━━━━━ Records shown ━━━━━

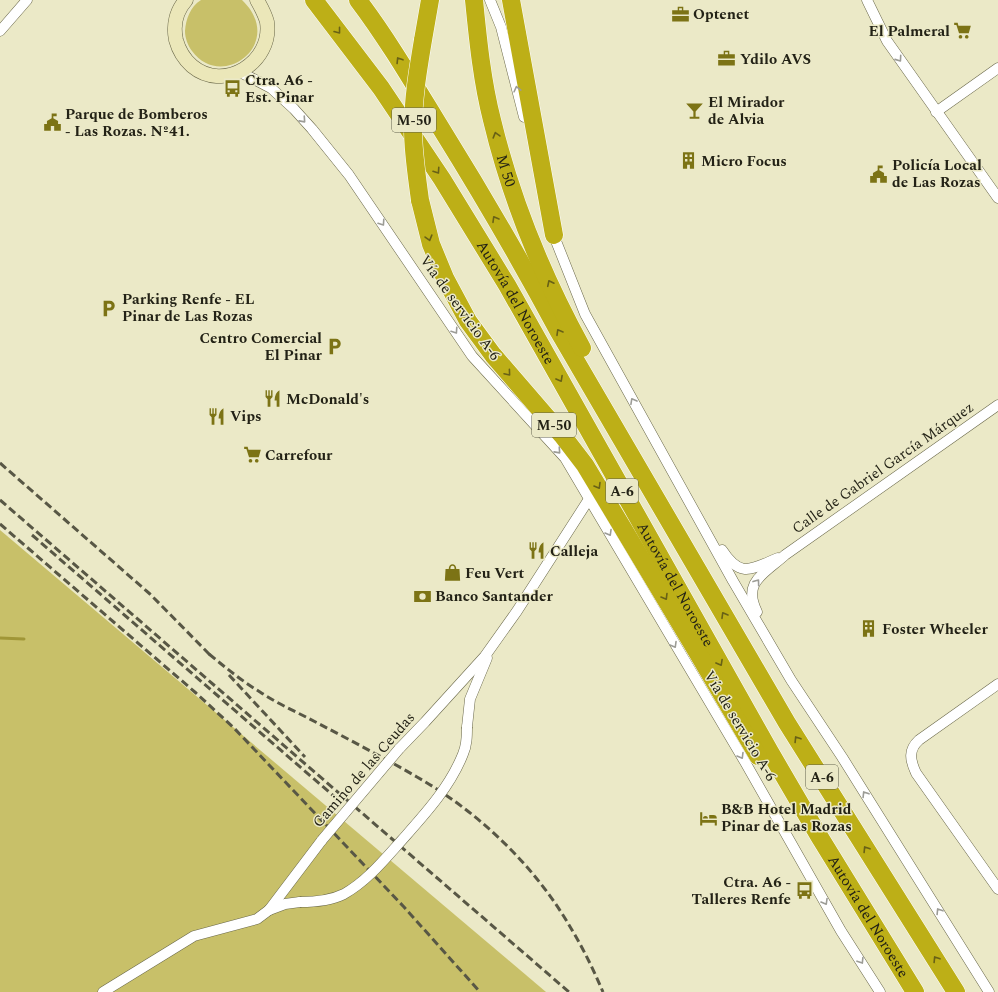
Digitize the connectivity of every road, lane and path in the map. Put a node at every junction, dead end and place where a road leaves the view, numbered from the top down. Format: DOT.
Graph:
graph roads {
  1 [pos="27,0"];
  2 [pos="257,0"];
  3 [pos="314,0"];
  4 [pos="358,0"];
  5 [pos="424,0"];
  6 [pos="430,0"];
  7 [pos="474,0"];
  8 [pos="490,0"];
  9 [pos="511,0"];
  10 [pos="519,0"];
  11 [pos="867,0"];
  12 [pos="184,1"];
  13 [pos="0,31"];
  14 [pos="423,40"];
  15 [pos="518,40"];
  16 [pos="998,68"];
  17 [pos="240,72"];
  18 [pos="936,112"];
  19 [pos="998,198"];
  20 [pos="554,235"];
  21 [pos="998,405"];
  22 [pos="652,435"];
  23 [pos="589,499"];
  24 [pos="785,555"];
  25 [pos="692,559"];
  26 [pos="490,648"];
  27 [pos="791,680"];
  28 [pos="998,684"];
  29 [pos="998,889"];
  30 [pos="269,910"];
  31 [pos="103,992"];
  32 [pos="880,992"];
  33 [pos="902,992"];
  34 [pos="915,992"];
  35 [pos="956,992"];
  36 [pos="989,992"];
  1 -- 13 [label="street"];
  2 -- 17 [label="street"];
  3 -- 34 [label="highway, Autovía del Noroeste / A-6, one-way"];
  25 -- 4 [label="highway, Autovía del Noroeste / A-6, one-way"];
  5 -- 14 [label="highway"];
  6 -- 14 [label="highway, M-50"];
  25 -- 7 [label="highway, M 50, one-way"];
  20 -- 8 [label="street, one-way"];
  9 -- 15 [label="highway"];
  10 -- 15 [label="street"];
  11 -- 18 [label="street, one-way"];
  12 -- 17 [label="street"];
  14 -- 33 [label="highway, M-50, one-way, bridge"];
  15 -- 20 [label="highway"];
  16 -- 18 [label="street"];
  17 -- 23 [label="street, Vía de servicio A-6, one-way"];
  18 -- 19 [label="street"];
  22 -- 20 [label="street, one-way"];
  21 -- 24 [label="street, Calle de Gabriel García Márquez"];
  22 -- 24 [label="street, Calle de Gabriel García Márquez"];
  22 -- 27 [label="street"];
  23 -- 26 [label="street, Camino de las Ceudas"];
  23 -- 32 [label="street, Vía de servicio A-6, one-way"];
  27 -- 24 [label="street, Calle de Gabriel García Márquez, one-way"];
  35 -- 25 [label="highway, Autovía del Noroeste / A-6, one-way"];
  26 -- 30 [label="street, Camino de las Ceudas, bridge"];
  26 -- 30 [label="street, bridge"];
  36 -- 27 [label="street, one-way"];
  28 -- 29 [label="street"];
  30 -- 31 [label="street, Camino de las Ceudas"];
}
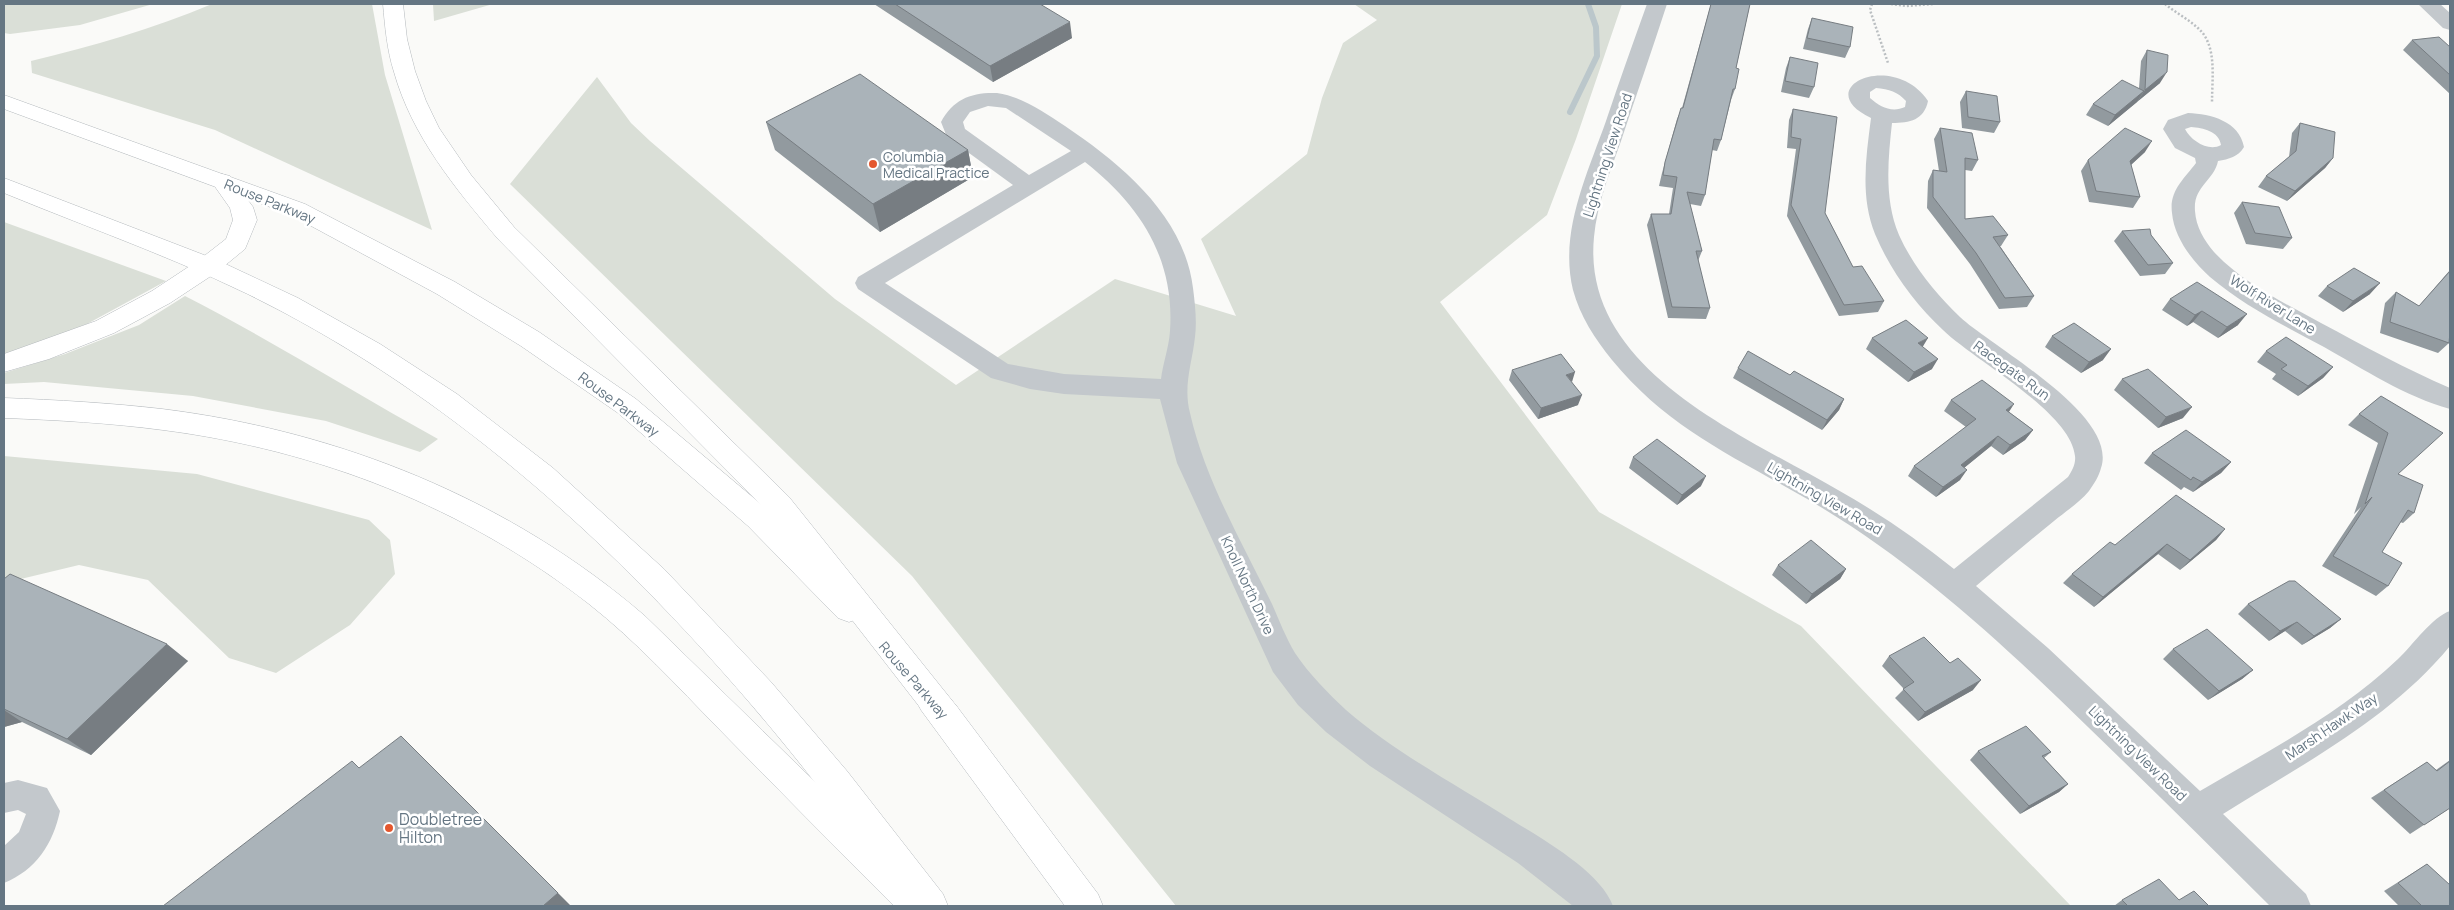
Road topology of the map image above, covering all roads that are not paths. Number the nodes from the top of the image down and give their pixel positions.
1 (393, 4) edge
2 (1657, 4) edge
3 (2428, 4) edge
4 (2450, 24) edge
5 (4, 102) edge
6 (1882, 114) junction
7 (1087, 151) junction
8 (2205, 153) junction
9 (222, 181) junction
10 (4, 185) edge
11 (1030, 186) junction
12 (208, 266) junction
13 (4, 363) edge
14 (1173, 390) junction
15 (2450, 400) edge
16 (4, 408) edge
17 (1956, 585) junction
18 (2445, 642) edge
19 (947, 718) junction
20 (4, 798) edge
21 (2198, 811) junction
22 (4, 866) edge
23 (918, 906) edge
24 (931, 906) edge
25 (1086, 906) edge
26 (1596, 906) edge
27 (2294, 906) edge

1 - 19 main road
2 - 17 street, Lightning View Road
3 - 4 street
5 - 9 main road, Rouse Parkway
6 - 6 street
6 - 17 street, Racegate Run
7 - 11 street
7 - 11 street, Knoll North Drive
7 - 14 street, Knoll North Drive
8 - 8 street
8 - 15 street, Wolf River Lane
9 - 12 main road
9 - 19 main road, Rouse Parkway
10 - 12 main road
11 - 14 street
12 - 13 main road
12 - 24 main road
14 - 26 street, Knoll North Drive
16 - 23 main road
17 - 21 street, Lightning View Road
18 - 21 street, Marsh Hawk Way
19 - 25 main road, Rouse Parkway
20 - 22 street
21 - 27 street, Lightning View Road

━━━━━

The problem: Each entry needs to be retyped exactly; the pictures stay out.

Result of the task:
Digitize the connectivity of every road, lane and path in the map. Put a node at every junction, dead end and place where a road leaves the view, numbered from the top down. Format: DOT.
Graph:
graph roads {
  1 [pos="27,0"];
  2 [pos="257,0"];
  3 [pos="314,0"];
  4 [pos="358,0"];
  5 [pos="424,0"];
  6 [pos="430,0"];
  7 [pos="474,0"];
  8 [pos="490,0"];
  9 [pos="511,0"];
  10 [pos="519,0"];
  11 [pos="867,0"];
  12 [pos="184,1"];
  13 [pos="0,31"];
  14 [pos="423,40"];
  15 [pos="518,40"];
  16 [pos="998,68"];
  17 [pos="240,72"];
  18 [pos="936,112"];
  19 [pos="998,198"];
  20 [pos="554,235"];
  21 [pos="998,405"];
  22 [pos="652,435"];
  23 [pos="589,499"];
  24 [pos="785,555"];
  25 [pos="692,559"];
  26 [pos="490,648"];
  27 [pos="791,680"];
  28 [pos="998,684"];
  29 [pos="998,889"];
  30 [pos="269,910"];
  31 [pos="103,992"];
  32 [pos="880,992"];
  33 [pos="902,992"];
  34 [pos="915,992"];
  35 [pos="956,992"];
  36 [pos="989,992"];
  1 -- 13 [label="street"];
  2 -- 17 [label="street"];
  3 -- 34 [label="highway, Autovía del Noroeste / A-6, one-way"];
  25 -- 4 [label="highway, Autovía del Noroeste / A-6, one-way"];
  5 -- 14 [label="highway"];
  6 -- 14 [label="highway, M-50"];
  25 -- 7 [label="highway, M 50, one-way"];
  20 -- 8 [label="street, one-way"];
  9 -- 15 [label="highway"];
  10 -- 15 [label="street"];
  11 -- 18 [label="street, one-way"];
  12 -- 17 [label="street"];
  14 -- 33 [label="highway, M-50, one-way, bridge"];
  15 -- 20 [label="highway"];
  16 -- 18 [label="street"];
  17 -- 23 [label="street, Vía de servicio A-6, one-way"];
  18 -- 19 [label="street"];
  22 -- 20 [label="street, one-way"];
  21 -- 24 [label="street, Calle de Gabriel García Márquez"];
  22 -- 24 [label="street, Calle de Gabriel García Márquez"];
  22 -- 27 [label="street"];
  23 -- 26 [label="street, Camino de las Ceudas"];
  23 -- 32 [label="street, Vía de servicio A-6, one-way"];
  27 -- 24 [label="street, Calle de Gabriel García Márquez, one-way"];
  35 -- 25 [label="highway, Autovía del Noroeste / A-6, one-way"];
  26 -- 30 [label="street, Camino de las Ceudas, bridge"];
  26 -- 30 [label="street, bridge"];
  36 -- 27 [label="street, one-way"];
  28 -- 29 [label="street"];
  30 -- 31 [label="street, Camino de las Ceudas"];
}
Road topology of the map image above, covering all roads that are not paths. Number the nodes from the top of the image down and give their pixel positions.
1 (393, 4) edge
2 (1657, 4) edge
3 (2428, 4) edge
4 (2450, 24) edge
5 (4, 102) edge
6 (1882, 114) junction
7 (1087, 151) junction
8 (2205, 153) junction
9 (222, 181) junction
10 (4, 185) edge
11 (1030, 186) junction
12 (208, 266) junction
13 (4, 363) edge
14 (1173, 390) junction
15 (2450, 400) edge
16 (4, 408) edge
17 (1956, 585) junction
18 (2445, 642) edge
19 (947, 718) junction
20 (4, 798) edge
21 (2198, 811) junction
22 (4, 866) edge
23 (918, 906) edge
24 (931, 906) edge
25 (1086, 906) edge
26 (1596, 906) edge
27 (2294, 906) edge

1 - 19 main road
2 - 17 street, Lightning View Road
3 - 4 street
5 - 9 main road, Rouse Parkway
6 - 6 street
6 - 17 street, Racegate Run
7 - 11 street
7 - 11 street, Knoll North Drive
7 - 14 street, Knoll North Drive
8 - 8 street
8 - 15 street, Wolf River Lane
9 - 12 main road
9 - 19 main road, Rouse Parkway
10 - 12 main road
11 - 14 street
12 - 13 main road
12 - 24 main road
14 - 26 street, Knoll North Drive
16 - 23 main road
17 - 21 street, Lightning View Road
18 - 21 street, Marsh Hawk Way
19 - 25 main road, Rouse Parkway
20 - 22 street
21 - 27 street, Lightning View Road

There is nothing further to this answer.